Ultimately, however, the health sector of which we are a part is a reflection of the frailties of the human condition. Regardless of the accomplishments that decorate this special issue, we know from history that in health, progress is partial while disease is permanent. The best science still provides little protection against poverty, waste, ignorance, corruption, and discrimination. And now that health is rightly classified as a development issue—another sea change from 30 years ago—the negative impact of these on progress against disease is statistically measurable.

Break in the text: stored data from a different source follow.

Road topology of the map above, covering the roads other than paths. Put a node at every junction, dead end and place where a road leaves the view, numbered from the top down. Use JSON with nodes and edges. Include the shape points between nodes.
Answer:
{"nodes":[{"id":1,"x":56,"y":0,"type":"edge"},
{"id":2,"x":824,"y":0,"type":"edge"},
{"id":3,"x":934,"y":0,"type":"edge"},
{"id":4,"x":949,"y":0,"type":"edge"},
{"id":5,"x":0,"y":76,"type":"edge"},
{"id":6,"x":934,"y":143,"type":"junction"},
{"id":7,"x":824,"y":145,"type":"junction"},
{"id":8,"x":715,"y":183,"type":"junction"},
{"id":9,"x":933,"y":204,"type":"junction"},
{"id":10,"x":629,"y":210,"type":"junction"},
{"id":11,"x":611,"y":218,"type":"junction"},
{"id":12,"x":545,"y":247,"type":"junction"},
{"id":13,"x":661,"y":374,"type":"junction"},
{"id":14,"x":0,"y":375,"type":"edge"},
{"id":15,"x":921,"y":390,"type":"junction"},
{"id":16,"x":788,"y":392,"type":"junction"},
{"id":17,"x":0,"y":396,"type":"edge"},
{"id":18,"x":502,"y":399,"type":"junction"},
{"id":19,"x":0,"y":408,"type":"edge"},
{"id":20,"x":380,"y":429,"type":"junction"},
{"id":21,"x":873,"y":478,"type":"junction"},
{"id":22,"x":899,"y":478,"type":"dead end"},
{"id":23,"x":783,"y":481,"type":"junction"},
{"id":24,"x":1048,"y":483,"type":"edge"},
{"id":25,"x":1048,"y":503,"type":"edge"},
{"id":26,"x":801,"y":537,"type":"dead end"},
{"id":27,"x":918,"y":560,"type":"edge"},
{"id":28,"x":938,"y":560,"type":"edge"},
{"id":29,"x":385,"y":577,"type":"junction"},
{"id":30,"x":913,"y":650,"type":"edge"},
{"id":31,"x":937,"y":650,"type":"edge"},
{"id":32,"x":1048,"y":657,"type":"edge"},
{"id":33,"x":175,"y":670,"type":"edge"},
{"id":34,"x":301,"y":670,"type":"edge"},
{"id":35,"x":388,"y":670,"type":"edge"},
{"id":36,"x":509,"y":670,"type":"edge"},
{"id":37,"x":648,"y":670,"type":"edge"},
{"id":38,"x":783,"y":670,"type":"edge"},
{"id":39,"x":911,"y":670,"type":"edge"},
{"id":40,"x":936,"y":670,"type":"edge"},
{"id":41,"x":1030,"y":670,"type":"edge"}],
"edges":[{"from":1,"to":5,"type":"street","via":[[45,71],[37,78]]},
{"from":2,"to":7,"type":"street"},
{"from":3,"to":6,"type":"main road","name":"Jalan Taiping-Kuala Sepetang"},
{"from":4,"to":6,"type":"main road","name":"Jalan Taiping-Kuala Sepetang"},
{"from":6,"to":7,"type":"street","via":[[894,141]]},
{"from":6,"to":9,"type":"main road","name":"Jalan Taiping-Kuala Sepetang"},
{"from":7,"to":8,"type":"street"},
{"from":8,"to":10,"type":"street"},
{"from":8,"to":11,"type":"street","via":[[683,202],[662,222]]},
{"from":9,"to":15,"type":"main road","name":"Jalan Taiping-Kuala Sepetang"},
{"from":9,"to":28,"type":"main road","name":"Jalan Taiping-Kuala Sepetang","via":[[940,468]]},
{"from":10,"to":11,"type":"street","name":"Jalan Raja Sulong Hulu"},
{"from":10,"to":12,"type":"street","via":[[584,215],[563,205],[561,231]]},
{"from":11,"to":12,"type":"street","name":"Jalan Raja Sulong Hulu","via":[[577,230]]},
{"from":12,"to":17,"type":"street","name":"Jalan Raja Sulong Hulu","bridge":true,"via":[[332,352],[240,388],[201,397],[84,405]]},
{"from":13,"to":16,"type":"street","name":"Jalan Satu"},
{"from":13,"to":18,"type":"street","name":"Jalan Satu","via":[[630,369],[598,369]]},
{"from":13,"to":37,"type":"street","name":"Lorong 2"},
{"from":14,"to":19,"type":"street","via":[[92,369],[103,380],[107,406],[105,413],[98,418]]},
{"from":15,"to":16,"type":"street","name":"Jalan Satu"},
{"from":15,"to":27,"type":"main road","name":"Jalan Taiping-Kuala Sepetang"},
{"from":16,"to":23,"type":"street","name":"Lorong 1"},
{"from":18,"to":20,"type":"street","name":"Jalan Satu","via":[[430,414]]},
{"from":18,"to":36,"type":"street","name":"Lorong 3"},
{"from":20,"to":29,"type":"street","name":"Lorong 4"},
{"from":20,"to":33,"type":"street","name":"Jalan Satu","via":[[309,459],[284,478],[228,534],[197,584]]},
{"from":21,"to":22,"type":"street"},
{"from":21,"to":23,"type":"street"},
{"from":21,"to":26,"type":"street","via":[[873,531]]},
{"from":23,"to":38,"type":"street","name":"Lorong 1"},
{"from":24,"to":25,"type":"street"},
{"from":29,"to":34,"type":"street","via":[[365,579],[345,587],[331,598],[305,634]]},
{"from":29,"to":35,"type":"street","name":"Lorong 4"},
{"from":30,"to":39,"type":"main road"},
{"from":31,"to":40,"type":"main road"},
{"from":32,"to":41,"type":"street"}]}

The dilemma of the health disconnect is best illustrated by something I witnessed a few years ago in India. There, in a rural village, I saw a young girl astride a mule-drawn cart, loading one ripe shiny melon after another, presumably to deliver a hefty price at market, while a few feet away, at the back of the cart, an equally determined young goat was pulling each melon off, biting it once and moving on to the next. Talk about a conflicted mission—or a contradictory result. And despite being in close proximity, neither of the two knew what the other was doing; talk therapy was, at least in this case, likely to fail. This is the essence of health policy: two steps forward, but always one step backward too. Over the next 30 years, let's hope the industry we represent keeps extending its own footprint to ease the long walk to health.